Thanks to David Harris (at the wonderful Failed Evidence site) for the post describing this episode so compellingly like this: “A Washington, D.C. detective investigating a murder participated in the interrogation of the main suspect. The woman denies any involvement at first, but after seventeen hours of questioning, she finally admits to participating in the crime, and supplies many incriminating details. After the suspect is charged but before her case goes to trial, follow-up investigation by police causes the case to fall apart, and a judge orders her released from jail after nine months. The case is never solved. Some years later, the same detective is assigned to a cold case unit, and he begins to look into the case again by watching a video tape of the interrogation. What he sees reveals what went wrong, and it lays out an incredible lesson in exactly how the false confessions come to be.”

Both the film “Scenes of a Crime” and the radio piece “Confessions” illustrate how false confessions happen. Making an accurate record of the entire questioning process is why all interrogations need to be recorded.

In California, we have a new law requiring that some interrogations of minors be recorded (SB 569 , which will take effect Jan. 1, 2014). The bill was put forward by Sen.

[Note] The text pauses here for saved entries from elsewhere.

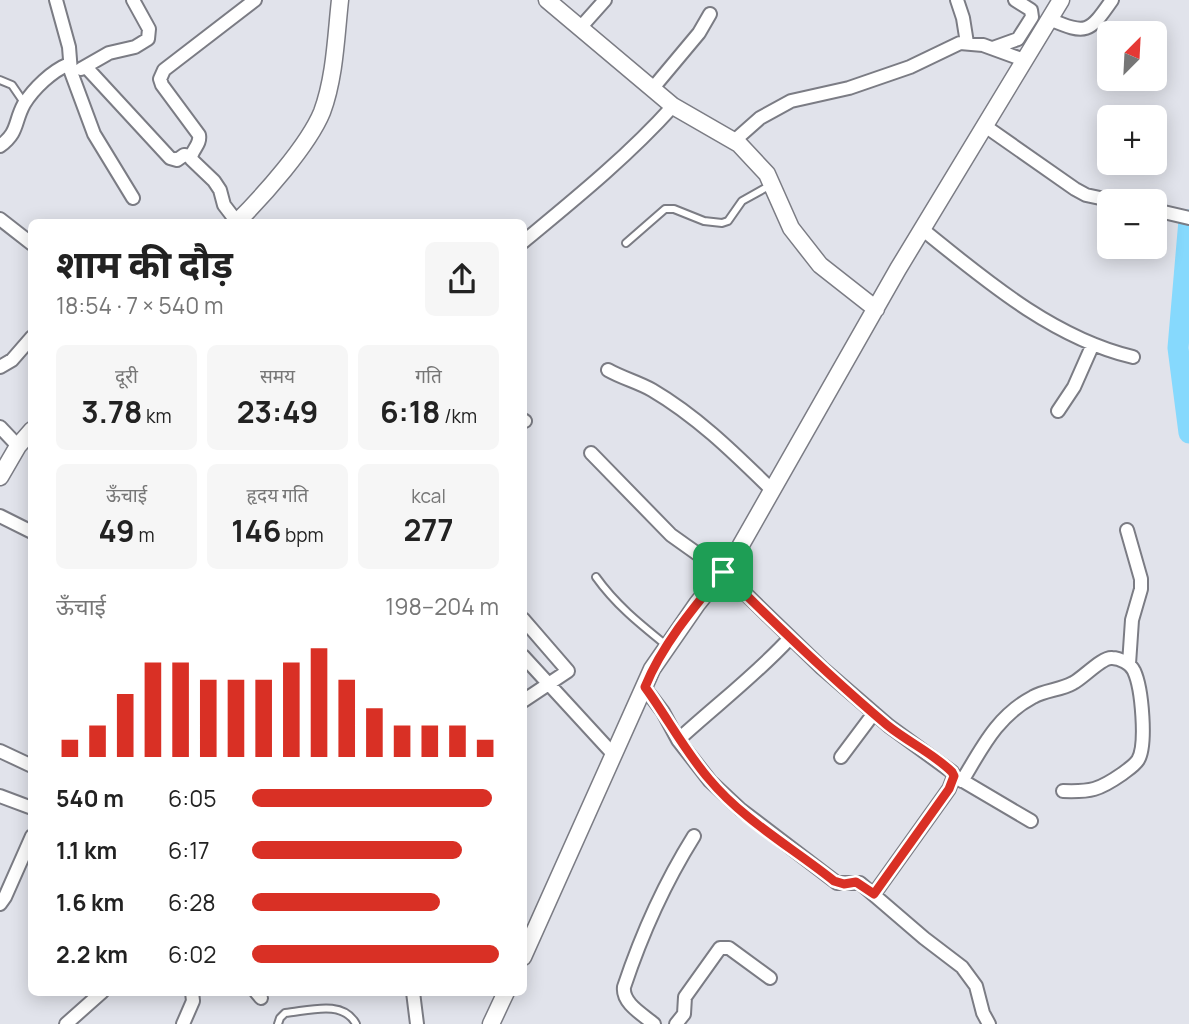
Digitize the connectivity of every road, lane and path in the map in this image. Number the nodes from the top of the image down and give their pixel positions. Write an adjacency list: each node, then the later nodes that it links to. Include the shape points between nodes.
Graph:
1 (56, 0): 18 (street)
2 (133, 0): 17 (street, via 149,29 148,39)
3 (255, 0): 26 (street, via 162,73 162,85 200,135)
4 (340, 0): 34 (street, via 322,112 306,140)
5 (547, 0): 13 (street)
6 (605, 0): 13 (street)
7 (957, 0): 14 (street)
8 (1015, 0): 15 (street, via 1031,10 1032,17 1018,39)
9 (1061, 0): 12 (street)
10 (1112, 0): 12 (street, via 1091,26 1083,29)
11 (710, 15): 20 (street)
12 (1049, 19): 16 (street)
13 (580, 28): 20 (street)
14 (967, 43): 15 (street); 24 (street, via 849,88 791,101 760,118)
15 (993, 48): 16 (street)
16 (1024, 60): 23 (street)
17 (86, 66): 18 (street); 26 (street, via 170,158)
18 (70, 69): 21 (street, via 54,72); 29 (street, via 94,134)
19 (0, 80): 21 (lane, via 12,85)
20 (653, 88): 22 (street)
21 (25, 104): 25 (street, via 16,130)
22 (673, 106): 24 (street); 36 (street, via 622,159)
23 (985, 125): 28 (street, via 1086,195); 35 (street)
24 (734, 141): 27 (street)
25 (0, 146)
26 (191, 156): 33 (street, via 214,181)
27 (772, 185): 38 (lane, via 742,201 722,223 665,209); 39 (street, via 791,228 820,265)
28 (1097, 197)
29 (133, 198)
30 (1167, 213): 31 (street)
31 (1189, 218)
32 (0, 219): 37 (street)
33 (235, 219)
34 (240, 219)
35 (922, 229): 39 (street); 41 (street, via 1004,293)
36 (527, 239)
37 (28, 240)
38 (626, 243)
39 (876, 309): 51 (street)
40 (28, 342): 43 (street)
41 (1093, 344): 42 (street); 45 (street)
42 (1133, 357)
43 (0, 367)
44 (608, 370): 51 (street, via 674,404 714,434)
45 (1058, 411)
46 (0, 427): 48 (street)
47 (28, 435): 48 (street)
48 (18, 446): 50 (street)
49 (591, 453): 55 (street, via 671,535)
50 (0, 477)
51 (772, 490): 55 (street)
52 (0, 516): 53 (street)
53 (28, 530)
54 (1127, 530): 61 (street, via 1141,579)
55 (723, 572): 58 (street); 59 (street)
56 (596, 577): 59 (lane, via 611,599)
57 (527, 625): 62 (street, via 568,671)
58 (790, 638): 65 (street); 66 (street)
59 (668, 646): 63 (street)
60 (527, 660): 62 (street)
61 (1129, 664): 71 (street, via 1108,658 1071,684 1026,701 995,726); 72 (street, via 1136,675 1143,741 1137,762 1098,789)
62 (551, 684): 64 (street); 68 (street)
63 (645, 687): 66 (street); 68 (street)
64 (527, 699)
65 (874, 713): 69 (street); 71 (street)
66 (678, 740): 78 (street, via 710,781 740,809 834,881 856,882)
67 (0, 751): 70 (street)
68 (614, 755): 80 (street)
69 (841, 757)
70 (28, 763)
71 (958, 779): 75 (street); 78 (street)
72 (1063, 790)
73 (0, 796): 74 (street)
74 (28, 806)
75 (1031, 821)
76 (694, 836): 92 (street, via 662,891 624,987 626,1001)
77 (28, 845): 79 (street)
78 (874, 894): 94 (street, via 962,967 976,986)
79 (0, 904)
80 (527, 948)
81 (770, 978): 93 (street, via 729,948 720,948 685,997 684,1014)
82 (98, 996): 86 (street)
83 (192, 996): 87 (street)
84 (414, 996): 90 (street)
85 (504, 996): 91 (street)
86 (66, 1024)
87 (183, 1024)
88 (278, 1024): 89 (lane, via 285,1013 335,1009 345,1011)
89 (356, 1024)
90 (417, 1024)
91 (491, 1024)
92 (654, 1024)
93 (676, 1024)
94 (989, 1024)

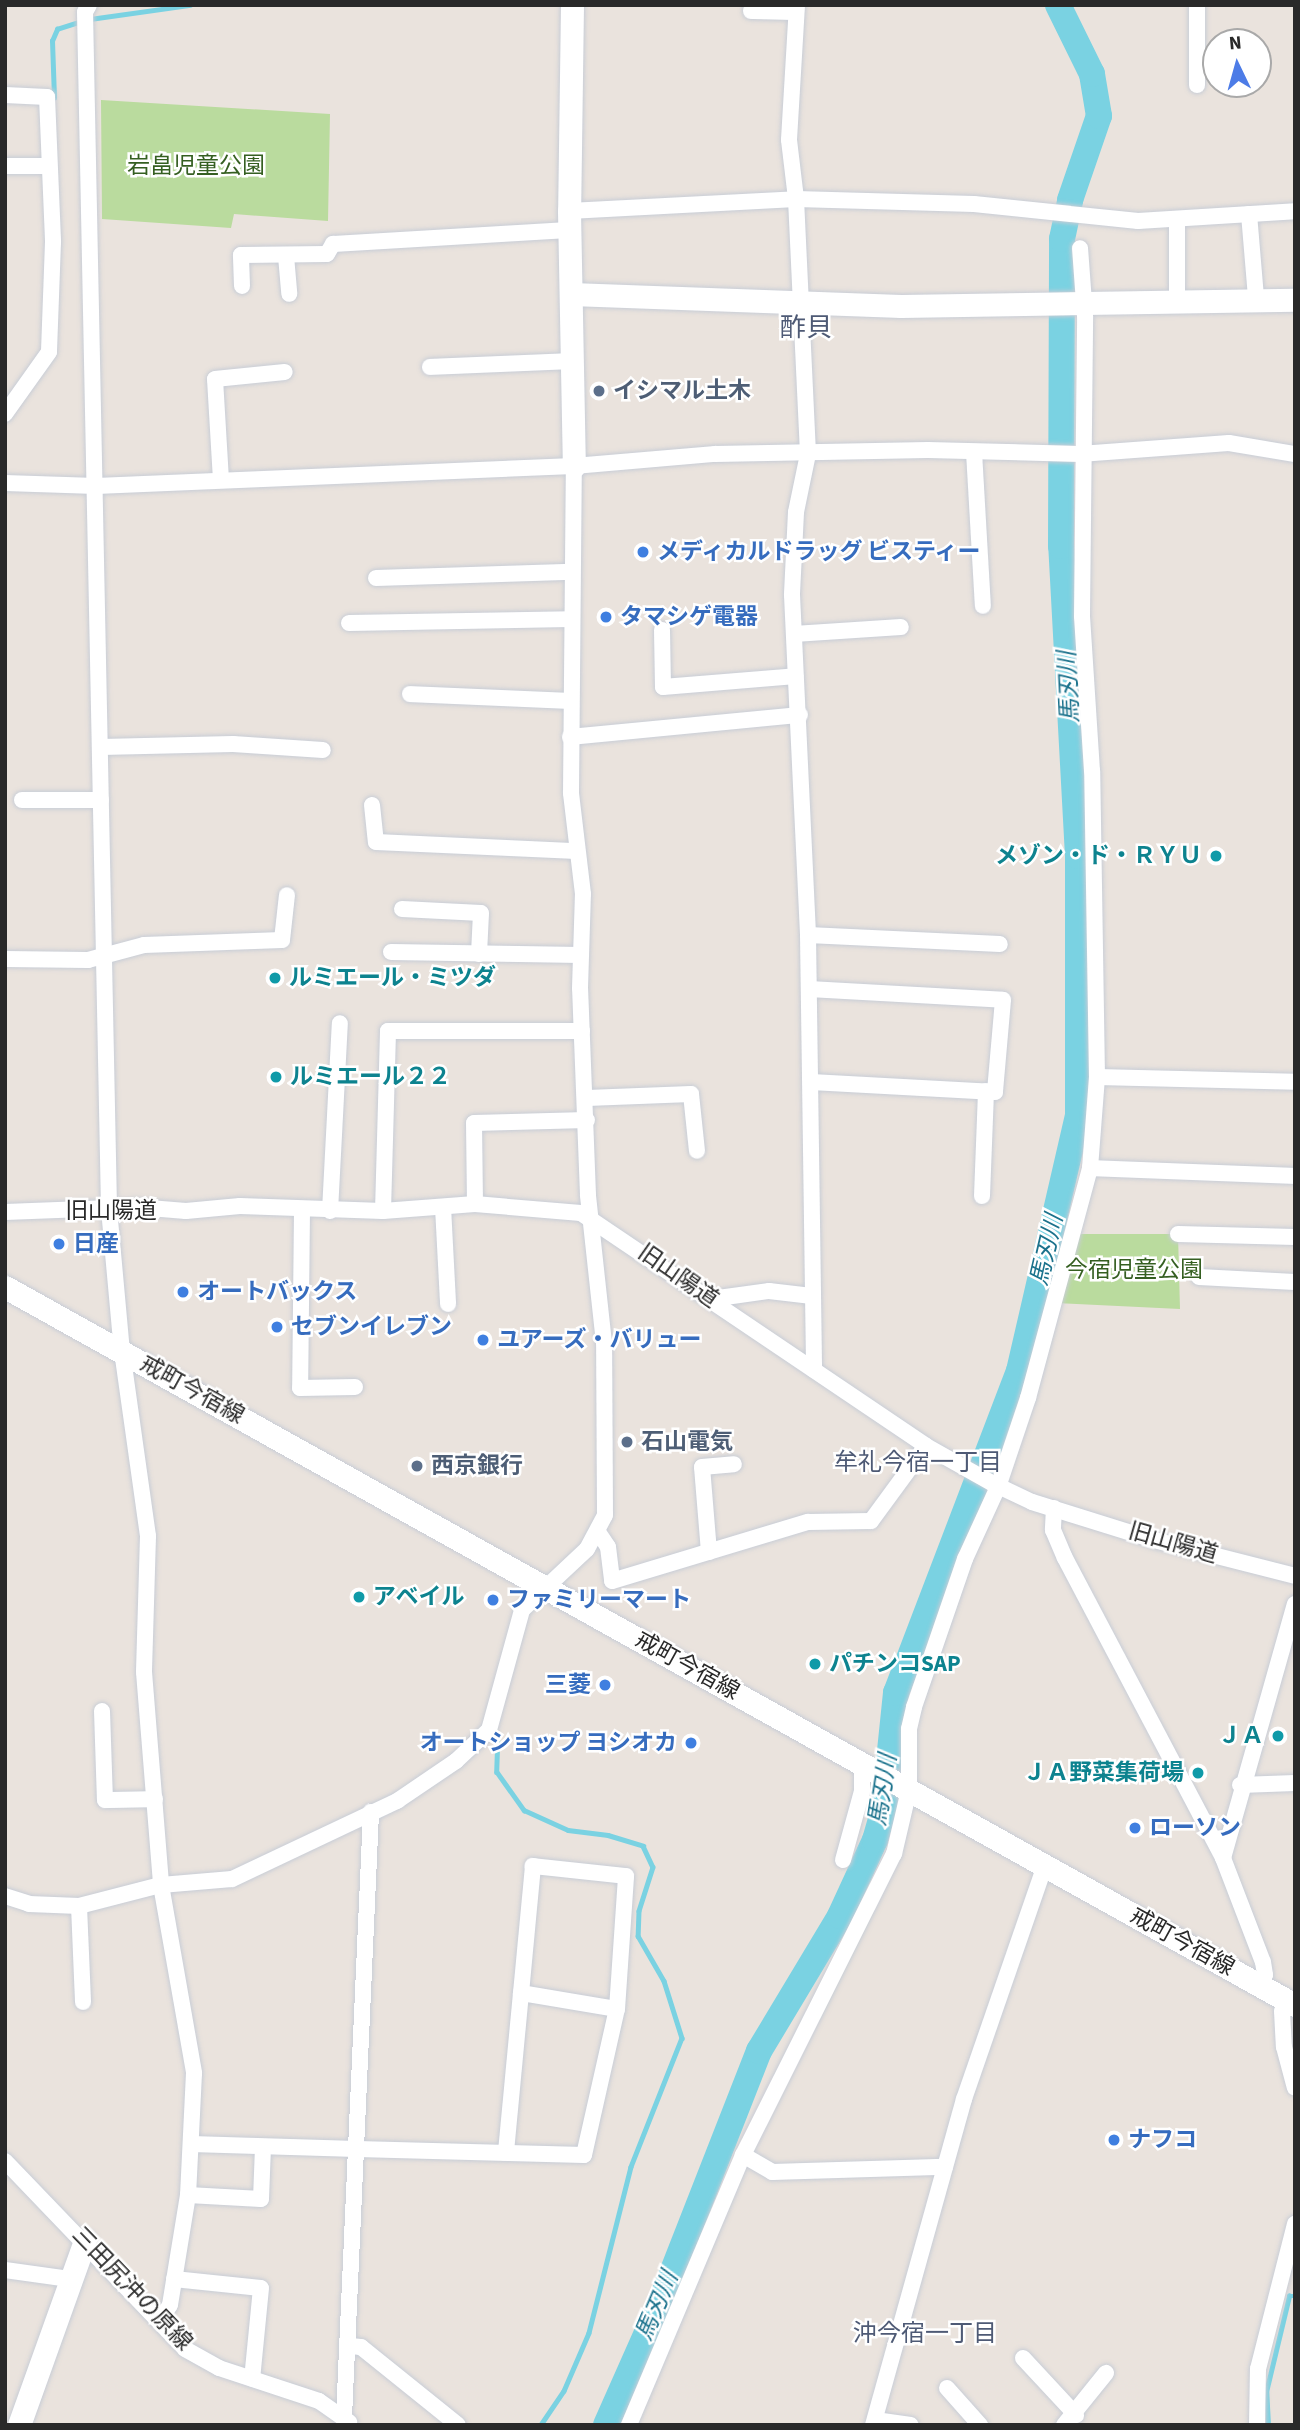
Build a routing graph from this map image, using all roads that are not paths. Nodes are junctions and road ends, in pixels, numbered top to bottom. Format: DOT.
graph roads {
  1 [pos="89,5"];
  2 [pos="572,5"];
  3 [pos="1197,5"];
  4 [pos="797,8"];
  5 [pos="751,11"];
  6 [pos="1197,85"];
  7 [pos="5,95"];
  8 [pos="5,166"];
  9 [pos="49,166"];
  10 [pos="796,199"];
  11 [pos="1295,211"];
  12 [pos="1250,214"];
  13 [pos="569,220"];
  14 [pos="1177,221"];
  15 [pos="1080,248"];
  16 [pos="286,256"];
  17 [pos="243,286"];
  18 [pos="289,294"];
  19 [pos="571,294"];
  20 [pos="1256,298"];
  21 [pos="1295,300"];
  22 [pos="1177,301"];
  23 [pos="802,303"];
  24 [pos="1081,303"];
  25 [pos="571,361"];
  26 [pos="430,368"];
  27 [pos="285,372"];
  28 [pos="5,414"];
  29 [pos="974,452"];
  30 [pos="808,454"];
  31 [pos="1081,454"];
  32 [pos="1295,454"];
  33 [pos="574,466"];
  34 [pos="221,480"];
  35 [pos="5,483"];
  36 [pos="96,486"];
  37 [pos="572,572"];
  38 [pos="376,578"];
  39 [pos="984,606"];
  40 [pos="571,619"];
  41 [pos="349,623"];
  42 [pos="901,627"];
  43 [pos="662,630"];
  44 [pos="794,635"];
  45 [pos="796,676"];
  46 [pos="410,694"];
  47 [pos="569,701"];
  48 [pos="800,715"];
  49 [pos="570,737"];
  50 [pos="101,747"];
  51 [pos="323,750"];
  52 [pos="22,800"];
  53 [pos="101,800"];
  54 [pos="372,805"];
  55 [pos="577,851"];
  56 [pos="287,895"];
  57 [pos="401,909"];
  58 [pos="808,935"];
  59 [pos="1000,944"];
  60 [pos="391,952"];
  61 [pos="479,954"];
  62 [pos="581,955"];
  63 [pos="105,956"];
  64 [pos="5,958"];
  65 [pos="808,989"];
  66 [pos="340,1023"];
  67 [pos="582,1031"];
  68 [pos="1097,1077"];
  69 [pos="811,1082"];
  70 [pos="1295,1082"];
  71 [pos="986,1091"];
  72 [pos="587,1098"];
  73 [pos="587,1120"];
  74 [pos="697,1151"];
  75 [pos="1090,1168"];
  76 [pos="1295,1176"];
  77 [pos="982,1196"];
  78 [pos="475,1205"];
  79 [pos="443,1207"];
  80 [pos="109,1209"];
  81 [pos="302,1210"];
  82 [pos="330,1211"];
  83 [pos="383,1211"];
  84 [pos="5,1212"];
  85 [pos="590,1219"];
  86 [pos="1178,1234"];
  87 [pos="1295,1237"];
  88 [pos="1199,1277"];
  89 [pos="1295,1282"];
  90 [pos="5,1287"];
  91 [pos="812,1296"];
  92 [pos="711,1299"];
  93 [pos="448,1304"];
  94 [pos="122,1351"];
  95 [pos="814,1370"];
  96 [pos="355,1387"];
  97 [pos="926,1446"];
  98 [pos="734,1464"];
  99 [pos="995,1485"];
  100 [pos="1054,1508"];
  101 [pos="598,1532"];
  102 [pos="709,1552"];
  103 [pos="1295,1576"];
  104 [pos="547,1587"];
  105 [pos="1295,1604"];
  106 [pos="102,1711"];
  107 [pos="866,1766"];
  108 [pos="1295,1783"];
  109 [pos="1240,1785"];
  110 [pos="906,1788"];
  111 [pos="155,1799"];
  112 [pos="371,1812"];
  113 [pos="1223,1858"];
  114 [pos="843,1860"];
  115 [pos="1045,1866"];
  116 [pos="161,1885"];
  117 [pos="5,1896"];
  118 [pos="79,1906"];
  119 [pos="1259,1985"];
  120 [pos="521,1993"];
  121 [pos="83,2002"];
  122 [pos="1291,2002"];
  123 [pos="617,2009"];
  124 [pos="1295,2088"];
  125 [pos="191,2144"];
  126 [pos="263,2147"];
  127 [pos="357,2150"];
  128 [pos="506,2153"];
  129 [pos="743,2155"];
  130 [pos="5,2161"];
  131 [pos="944,2167"];
  132 [pos="188,2195"];
  133 [pos="1295,2224"];
  134 [pos="85,2241"];
  135 [pos="5,2270"];
  136 [pos="69,2279"];
  137 [pos="174,2279"];
  138 [pos="161,2319"];
  139 [pos="350,2346"];
  140 [pos="1023,2358"];
  141 [pos="1106,2373"];
  142 [pos="252,2379"];
  143 [pos="947,2388"];
  144 [pos="1070,2420"];
  145 [pos="347,2421"];
  146 [pos="874,2422"];
  147 [pos="19,2425"];
  148 [pos="458,2425"];
  149 [pos="629,2425"];
  150 [pos="911,2425"];
  151 [pos="980,2425"];
  152 [pos="1257,2425"];
  1 -- 36 [label="street"];
  2 -- 13 [label="street"];
  3 -- 6 [label="street"];
  4 -- 5 [label="street"];
  4 -- 10 [label="street"];
  7 -- 9 [label="street"];
  8 -- 9 [label="street"];
  9 -- 28 [label="street"];
  10 -- 13 [label="street"];
  10 -- 14 [label="street"];
  10 -- 23 [label="street"];
  11 -- 12 [label="street"];
  12 -- 14 [label="street"];
  12 -- 20 [label="street"];
  13 -- 16 [label="street"];
  13 -- 19 [label="street"];
  14 -- 22 [label="street"];
  15 -- 24 [label="street"];
  16 -- 17 [label="street"];
  16 -- 18 [label="street"];
  19 -- 23 [label="street"];
  19 -- 25 [label="street"];
  20 -- 21 [label="street"];
  20 -- 22 [label="street"];
  22 -- 24 [label="street"];
  23 -- 24 [label="street"];
  23 -- 30 [label="street"];
  24 -- 31 [label="street"];
  25 -- 26 [label="street"];
  25 -- 33 [label="street"];
  27 -- 34 [label="street"];
  29 -- 30 [label="street"];
  29 -- 31 [label="street"];
  29 -- 39 [label="street"];
  30 -- 33 [label="street"];
  30 -- 44 [label="street"];
  31 -- 32 [label="street"];
  31 -- 68 [label="street"];
  33 -- 34 [label="street"];
  33 -- 37 [label="street"];
  34 -- 36 [label="street"];
  35 -- 36 [label="street"];
  36 -- 50 [label="street"];
  37 -- 38 [label="street"];
  37 -- 40 [label="street"];
  40 -- 41 [label="street"];
  40 -- 47 [label="street"];
  42 -- 44 [label="street"];
  43 -- 45 [label="street"];
  44 -- 45 [label="street"];
  45 -- 48 [label="street"];
  46 -- 47 [label="street"];
  47 -- 49 [label="street"];
  48 -- 49 [label="street"];
  48 -- 58 [label="street"];
  49 -- 55 [label="street"];
  50 -- 51 [label="street"];
  50 -- 53 [label="street"];
  52 -- 53 [label="street"];
  53 -- 63 [label="street"];
  54 -- 55 [label="street"];
  55 -- 62 [label="street"];
  56 -- 63 [label="street"];
  57 -- 61 [label="street"];
  58 -- 59 [label="street"];
  58 -- 65 [label="street"];
  60 -- 61 [label="street"];
  61 -- 62 [label="street"];
  62 -- 67 [label="street"];
  63 -- 64 [label="street"];
  63 -- 80 [label="street"];
  65 -- 69 [label="street"];
  65 -- 71 [label="street"];
  66 -- 82 [label="street"];
  67 -- 72 [label="street"];
  67 -- 83 [label="street"];
  68 -- 70 [label="street"];
  68 -- 75 [label="street"];
  69 -- 71 [label="street"];
  69 -- 91 [label="street"];
  71 -- 77 [label="street"];
  72 -- 73 [label="street"];
  72 -- 74 [label="street"];
  73 -- 78 [label="street"];
  73 -- 85 [label="street"];
  75 -- 76 [label="street"];
  75 -- 99 [label="street"];
  78 -- 79 [label="street, 旧山陽道"];
  78 -- 85 [label="street, 旧山陽道"];
  79 -- 83 [label="street, 旧山陽道"];
  79 -- 93 [label="street"];
  80 -- 81 [label="street, 旧山陽道"];
  80 -- 84 [label="street, 旧山陽道"];
  80 -- 94 [label="street"];
  81 -- 82 [label="street, 旧山陽道"];
  81 -- 96 [label="street"];
  82 -- 83 [label="street, 旧山陽道"];
  85 -- 92 [label="street, 旧山陽道"];
  85 -- 101 [label="street"];
  86 -- 87 [label="street"];
  88 -- 89 [label="street"];
  90 -- 94 [label="street, 戒町今宿線"];
  91 -- 92 [label="street"];
  91 -- 95 [label="street"];
  92 -- 95 [label="street, 旧山陽道"];
  94 -- 104 [label="street, 戒町今宿線"];
  94 -- 111 [label="street"];
  95 -- 97 [label="street, 旧山陽道"];
  97 -- 99 [label="street, 旧山陽道"];
  97 -- 102 [label="street"];
  98 -- 102 [label="street"];
  99 -- 100 [label="street, 旧山陽道"];
  99 -- 110 [label="street"];
  100 -- 103 [label="street, 旧山陽道"];
  100 -- 113 [label="street"];
  101 -- 102 [label="street"];
  101 -- 104 [label="street"];
  104 -- 107 [label="street, 戒町今宿線"];
  104 -- 112 [label="street"];
  105 -- 109 [label="street"];
  106 -- 111 [label="street"];
  107 -- 110 [label="street, 戒町今宿線"];
  107 -- 114 [label="street"];
  108 -- 109 [label="street"];
  109 -- 113 [label="street"];
  110 -- 115 [label="street, 戒町今宿線"];
  110 -- 129 [label="street"];
  111 -- 116 [label="street"];
  112 -- 116 [label="street"];
  112 -- 127 [label="street"];
  113 -- 119 [label="street"];
  115 -- 119 [label="street, 戒町今宿線"];
  115 -- 131 [label="street"];
  116 -- 118 [label="street"];
  116 -- 125 [label="street"];
  117 -- 118 [label="street"];
  118 -- 121 [label="street"];
  119 -- 122 [label="street, 戒町今宿線"];
  120 -- 123 [label="street"];
  120 -- 123 [label="street"];
  120 -- 128 [label="street"];
  122 -- 124 [label="street"];
  123 -- 128 [label="street"];
  125 -- 126 [label="street"];
  125 -- 132 [label="street"];
  126 -- 127 [label="street"];
  126 -- 132 [label="street"];
  127 -- 128 [label="street"];
  127 -- 139 [label="street"];
  129 -- 131 [label="street"];
  129 -- 149 [label="street"];
  130 -- 134 [label="street, 三田尻沖の原線"];
  131 -- 146 [label="street"];
  132 -- 137 [label="street"];
  133 -- 152 [label="street"];
  134 -- 136 [label="street"];
  134 -- 138 [label="street, 三田尻沖の原線"];
  135 -- 136 [label="street"];
  136 -- 147 [label="street"];
  137 -- 138 [label="street"];
  137 -- 142 [label="street"];
  138 -- 142 [label="street, 三田尻沖の原線"];
  139 -- 145 [label="street"];
  139 -- 148 [label="street"];
  140 -- 144 [label="street"];
  141 -- 144 [label="street"];
  142 -- 145 [label="street, 三田尻沖の原線"];
  143 -- 151 [label="street"];
  146 -- 150 [label="street"];
}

Ted W. Lieu, who cited research showing that false confessions by children under 18 have led to an increase in wrongful convictions. Juveniles may be particularly vulnerable to falsely admitting guilt, according to a study led by Florida International University psychologist Lindsay C. Malloy, published in the American Psychological Association’s journal Law and Human Behavior.

The new California law requiring the recording of minors is a significant step forward. Next step: record all interrogations of minors and adults. As one retired judge writes in his op-ed in support of recording interrogations, “There are no disadvantages if the truth is our goal.”